→ Your assignment: Where a line of the data holds the word "dead", copy that line.

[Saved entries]
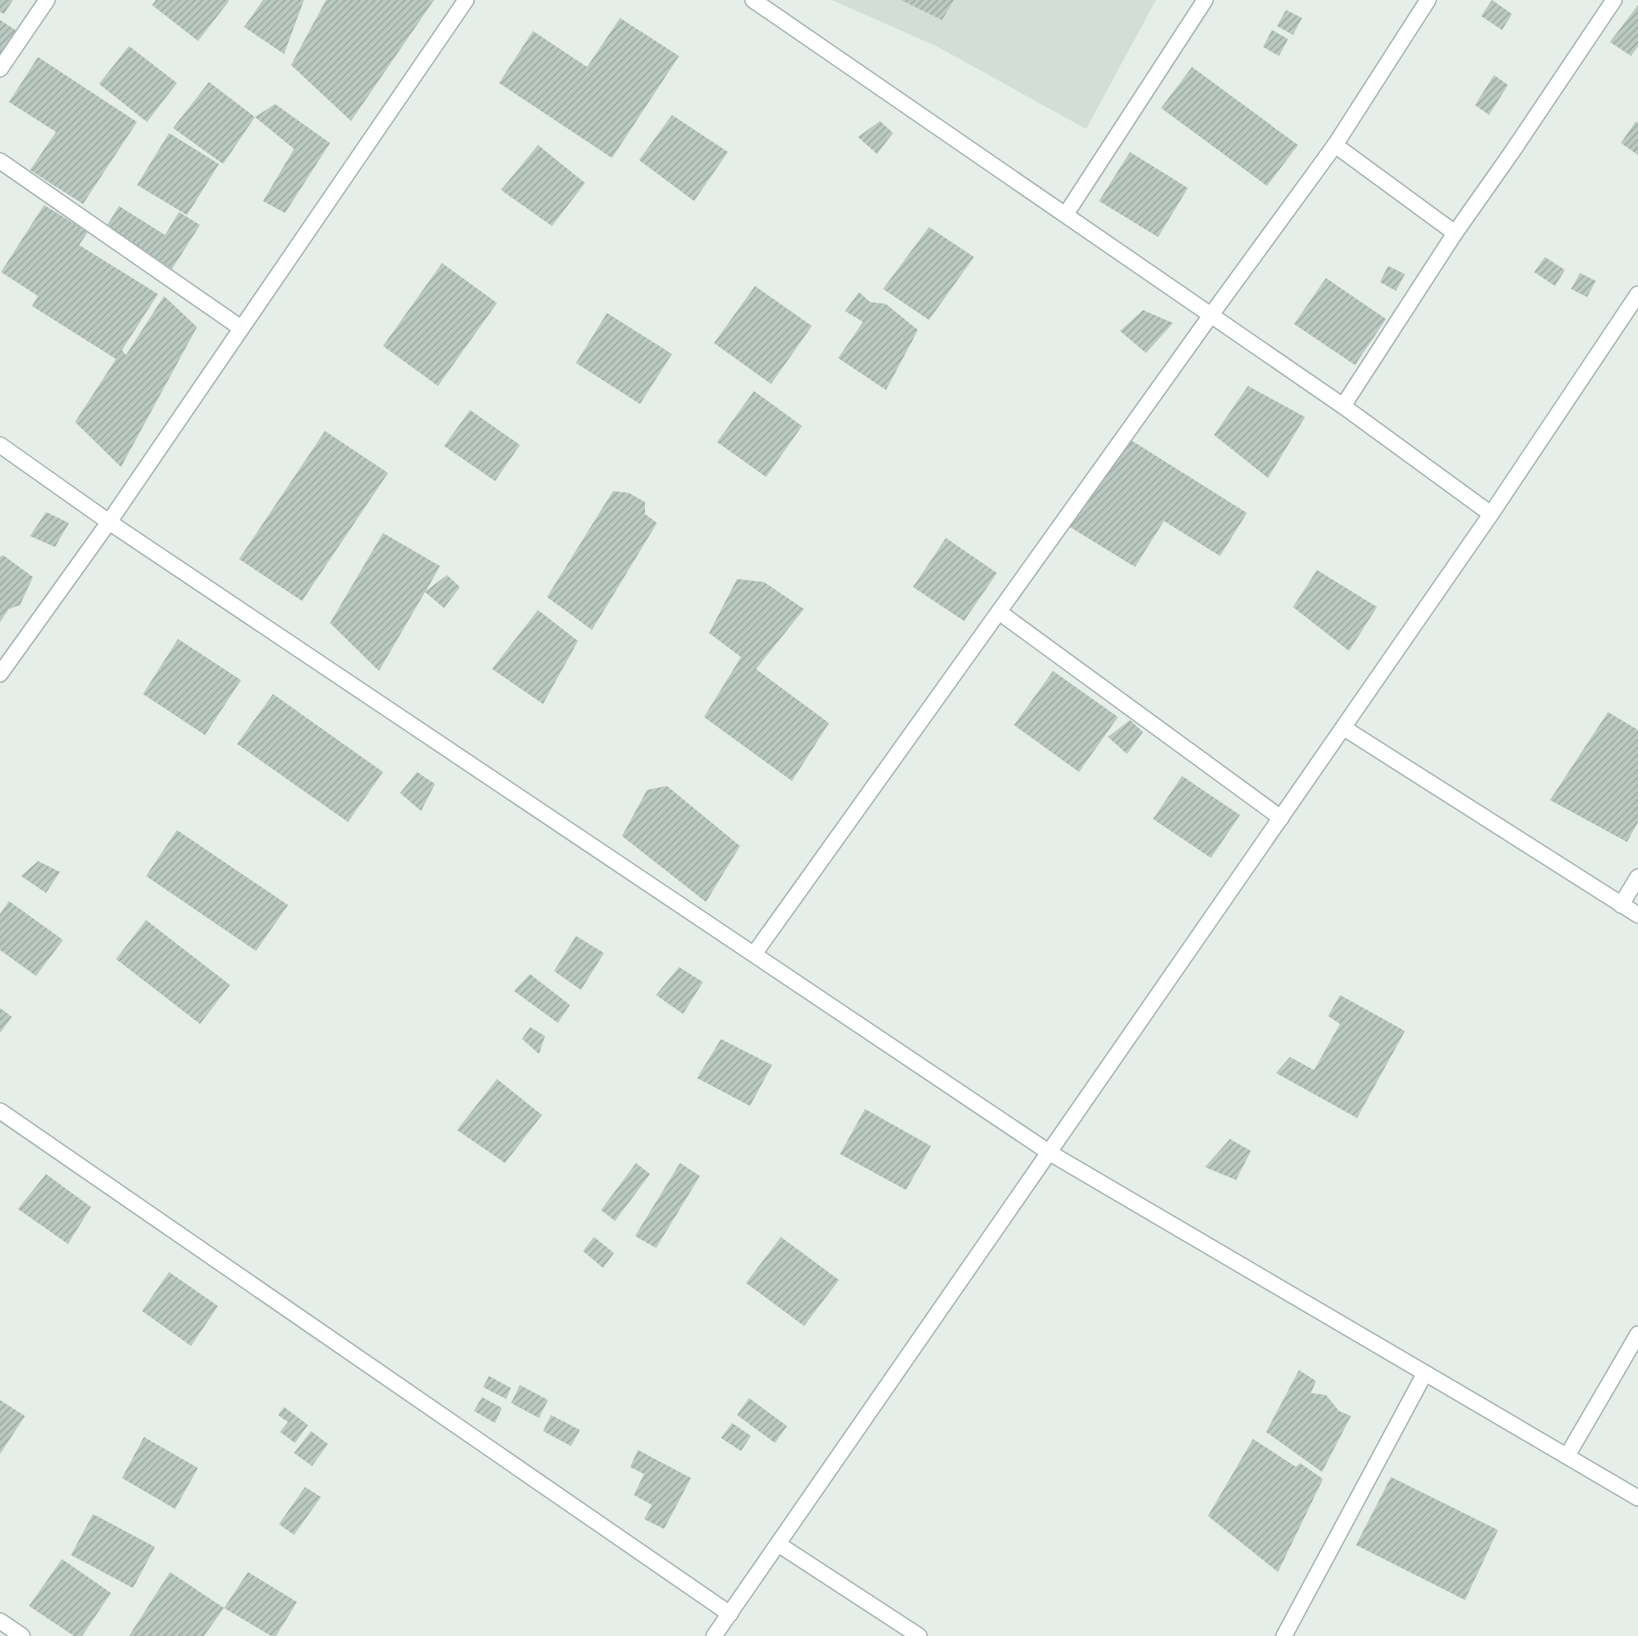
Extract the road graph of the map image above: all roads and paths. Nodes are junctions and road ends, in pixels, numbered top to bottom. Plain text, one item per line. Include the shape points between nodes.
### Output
1 (47, 0) edge
2 (466, 0) edge
3 (752, 0) edge
4 (1205, 0) edge
5 (1428, 0) edge
6 (1614, 0) edge
7 (0, 69) edge
8 (1335, 145) junction
9 (0, 161) edge
10 (1066, 214) junction
11 (1455, 233) junction
12 (1638, 294) edge
13 (1211, 314) junction
14 (241, 328) junction
15 (1343, 406) junction
16 (0, 446) edge
17 (1491, 514) junction
18 (109, 522) junction
19 (999, 612) junction
20 (0, 674) edge
21 (1344, 728) junction
22 (1281, 818) junction
23 (1638, 878) edge
24 (1621, 905) junction
25 (1638, 915) edge
26 (754, 954) junction
27 (0, 1111) edge
28 (1050, 1153) junction
29 (1638, 1334) edge
30 (1425, 1373) junction
31 (1567, 1456) junction
32 (1638, 1498) edge
33 (778, 1544) junction
34 (730, 1614) junction
35 (0, 1621) edge
36 (22, 1636) edge
37 (714, 1636) edge
38 (919, 1636) edge
39 (1284, 1636) edge

1 - 7 street
2 - 14 street
3 - 10 street
4 - 10 street
5 - 8 street
6 - 11 street
8 - 11 street
8 - 13 street
9 - 14 street
10 - 13 street
11 - 15 street
12 - 17 street
13 - 15 street
13 - 19 street
14 - 18 street
15 - 17 street
16 - 18 street
17 - 21 street
18 - 20 street
18 - 26 street
19 - 22 street
19 - 26 street
21 - 22 street
21 - 24 street
22 - 28 street
23 - 24 street
24 - 25 street
26 - 28 street
27 - 34 street
28 - 30 street
28 - 33 street
29 - 31 street
30 - 31 street
30 - 39 street
31 - 32 street
33 - 34 street
33 - 38 street
34 - 37 street
35 - 36 street

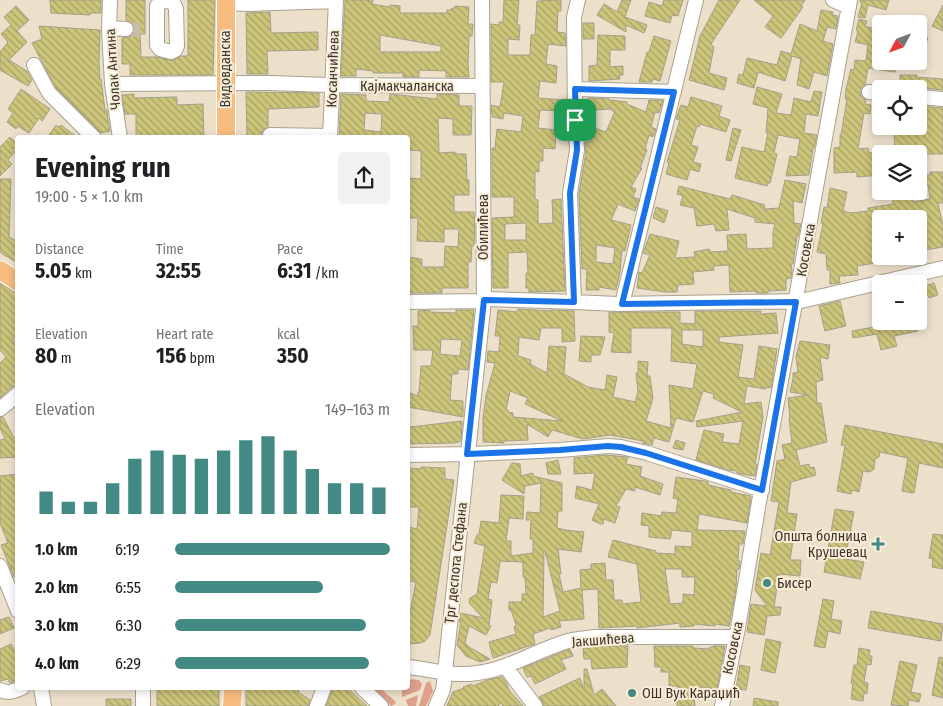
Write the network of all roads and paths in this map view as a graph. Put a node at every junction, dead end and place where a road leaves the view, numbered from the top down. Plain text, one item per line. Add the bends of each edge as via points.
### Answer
1 (110, 0) edge
2 (336, 0) edge
3 (482, 0) edge
4 (578, 0) edge
5 (696, 0) edge
6 (833, 0) edge
7 (226, 2) edge
8 (850, 4) edge
9 (110, 28) junction
10 (126, 29) tunnel mouth
11 (34, 65) dead end
12 (225, 83) junction
13 (112, 84) junction
14 (332, 85) junction
15 (482, 86) junction
16 (575, 89) junction
17 (674, 92) junction
18 (927, 98) edge
19 (943, 99) edge
20 (91, 135) edge
21 (120, 135) edge
22 (226, 135) edge
23 (330, 135) edge
24 (943, 268) edge
25 (0, 270) edge
26 (15, 280) edge
27 (484, 300) junction
28 (410, 302) edge
29 (574, 302) junction
30 (796, 302) junction
31 (622, 304) junction
32 (15, 396) edge
33 (0, 409) edge
34 (467, 454) junction
35 (410, 456) edge
36 (762, 490) junction
37 (0, 566) edge
38 (15, 604) edge
39 (736, 637) junction
40 (505, 666) junction
41 (410, 667) edge
42 (445, 673) junction
43 (0, 690) edge
44 (17, 690) edge
45 (41, 690) edge
46 (143, 690) edge
47 (234, 690) edge
48 (323, 690) edge
49 (364, 690) edge
50 (44, 706) edge
51 (143, 706) edge
52 (232, 706) edge
53 (317, 706) edge
54 (381, 706) edge
55 (436, 706) edge
56 (535, 706) edge
57 (722, 706) edge

1 - 9 street, Чолак Антина
2 - 7 street
2 - 14 street, Косанчићева
3 - 15 street, Обилићева
4 - 16 street via 574,17
5 - 17 street
6 - 8 street
7 - 12 main road, Видовданска
8 - 30 street, Косовска
9 - 10 street
9 - 13 street, Чолак Антина
11 - 20 street via 49,93
12 - 13 street, Кајмакчаланска
12 - 14 street, Кајмакчаланска
12 - 22 main road, Видовданска
13 - 21 street, Чолак Антина
14 - 15 street, Кајмакчаланска
14 - 23 street, Косанчићева
15 - 27 street, Обилићева
16 - 17 street
16 - 29 street via 577,150 570,193
17 - 31 street
18 - 19 street
24 - 30 street
25 - 26 main road
27 - 28 street
27 - 29 street
27 - 34 street, Обилићева
29 - 31 street
30 - 31 street
30 - 36 street, Косовска
32 - 33 street
34 - 35 street
34 - 36 street via 621,447
34 - 42 street, Трг деспота Стефана
36 - 39 street, Косовска
37 - 38 street
39 - 40 street, Јакшићева via 581,639
39 - 57 street, Косовска
40 - 42 street, Јакшићева via 466,675
40 - 56 street
41 - 42 street
42 - 55 street, Трг деспота Стефана via 443,690
43 - 44 street via 7,693
45 - 50 street
46 - 51 street
47 - 52 main road
48 - 53 street
49 - 54 street

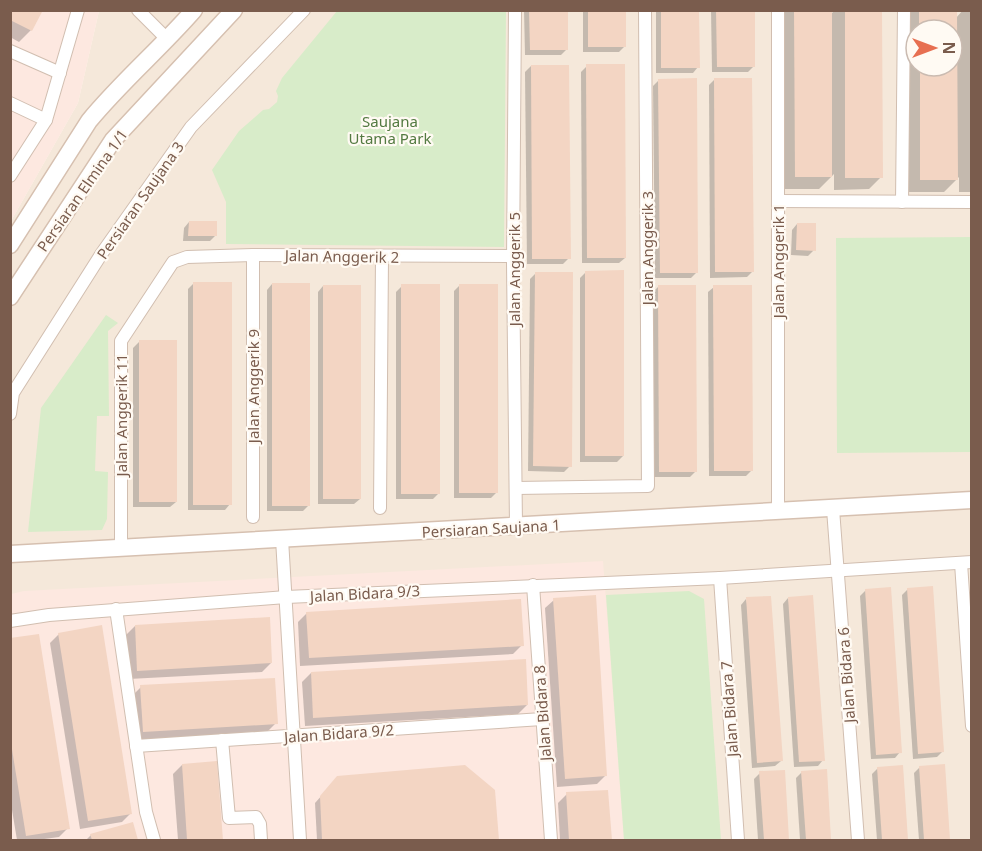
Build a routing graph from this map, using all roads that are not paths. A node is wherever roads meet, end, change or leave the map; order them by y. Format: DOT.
graph roads {
  1 [pos="78,10"];
  2 [pos="138,10"];
  3 [pos="194,10"];
  4 [pos="234,10"];
  5 [pos="304,10"];
  6 [pos="515,10"];
  7 [pos="645,10"];
  8 [pos="778,10"];
  9 [pos="904,10"];
  10 [pos="168,40"];
  11 [pos="10,51"];
  12 [pos="60,73"];
  13 [pos="10,103"];
  14 [pos="46,120"];
  15 [pos="10,176"];
  16 [pos="778,201"];
  17 [pos="902,202"];
  18 [pos="972,202"];
  19 [pos="10,244"];
  20 [pos="253,255"];
  21 [pos="382,256"];
  22 [pos="513,256"];
  23 [pos="172,262"];
  24 [pos="10,297"];
  25 [pos="10,414"];
  26 [pos="516,488"];
  27 [pos="972,500"];
  28 [pos="380,508"];
  29 [pos="833,509"];
  30 [pos="778,512"];
  31 [pos="253,517"];
  32 [pos="516,526"];
  33 [pos="282,539"];
  34 [pos="121,548"];
  35 [pos="10,554"];
  36 [pos="966,562"];
  37 [pos="838,571"];
  38 [pos="720,578"];
  39 [pos="533,585"];
  40 [pos="286,597"];
  41 [pos="116,609"];
  42 [pos="10,621"];
  43 [pos="542,719"];
  44 [pos="972,726"];
  45 [pos="294,736"];
  46 [pos="222,740"];
  47 [pos="136,746"];
  48 [pos="154,840"];
  49 [pos="261,840"];
  50 [pos="300,840"];
  51 [pos="551,840"];
  52 [pos="738,840"];
  53 [pos="858,840"];
  1 -- 12 [label="street"];
  2 -- 10 [label="street"];
  3 -- 10 [label="street, Persiaran Elmina 1/1"];
  4 -- 24 [label="street, Persiaran Elmina 1/1"];
  5 -- 25 [label="street, Persiaran Saujana 3"];
  6 -- 22 [label="street, Jalan Anggerik 5"];
  7 -- 26 [label="street, Jalan Anggerik 3"];
  8 -- 16 [label="street, Jalan Anggerik 1"];
  9 -- 17 [label="street"];
  10 -- 19 [label="street, Persiaran Elmina 1/1"];
  11 -- 12 [label="street"];
  12 -- 14 [label="street"];
  13 -- 14 [label="street"];
  14 -- 15 [label="street"];
  16 -- 17 [label="street"];
  16 -- 30 [label="street, Jalan Anggerik 1"];
  17 -- 18 [label="street"];
  20 -- 21 [label="street, Jalan Anggerik 2"];
  20 -- 23 [label="street, Jalan Anggerik 2"];
  20 -- 31 [label="street, Jalan Anggerik 9"];
  21 -- 22 [label="street, Jalan Anggerik 2"];
  21 -- 28 [label="street"];
  22 -- 26 [label="street, Jalan Anggerik 5"];
  23 -- 34 [label="street, Jalan Anggerik 11"];
  26 -- 32 [label="street, Jalan Anggerik 5"];
  27 -- 29 [label="street, Persiaran Saujana 1"];
  29 -- 30 [label="street, Persiaran Saujana 1"];
  29 -- 37 [label="street, Jalan Bidara 6"];
  30 -- 32 [label="street, Persiaran Saujana 1"];
  32 -- 33 [label="street, Persiaran Saujana 1"];
  33 -- 34 [label="street, Persiaran Saujana 1"];
  33 -- 40 [label="street"];
  34 -- 35 [label="street, Persiaran Saujana 1"];
  36 -- 37 [label="street, Jalan Bidara 9/3"];
  36 -- 44 [label="street"];
  37 -- 38 [label="street, Jalan Bidara 9/3"];
  37 -- 53 [label="street, Jalan Bidara 6"];
  38 -- 39 [label="street, Jalan Bidara 9/3"];
  38 -- 52 [label="street, Jalan Bidara 7"];
  39 -- 40 [label="street, Jalan Bidara 9/3"];
  39 -- 43 [label="street, Jalan Bidara 8"];
  40 -- 41 [label="street, Jalan Bidara 9/3"];
  40 -- 45 [label="street"];
  41 -- 42 [label="street, Jalan Bidara 9/3"];
  41 -- 47 [label="street"];
  43 -- 45 [label="street, Jalan Bidara 9/2"];
  43 -- 51 [label="street, Jalan Bidara 8"];
  45 -- 46 [label="street, Jalan Bidara 9/2"];
  45 -- 50 [label="street"];
  46 -- 47 [label="street, Jalan Bidara 9/2"];
  46 -- 49 [label="street"];
  47 -- 48 [label="street"];
}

→ Solution to the exercise:
Write the network of all roads and paths in this map view as a graph. Put a node at every junction, dead end and place where a road leaves the view, numbered from the top down. Plain text, one item per line. Add the bends of each edge as via points.
11 (34, 65) dead end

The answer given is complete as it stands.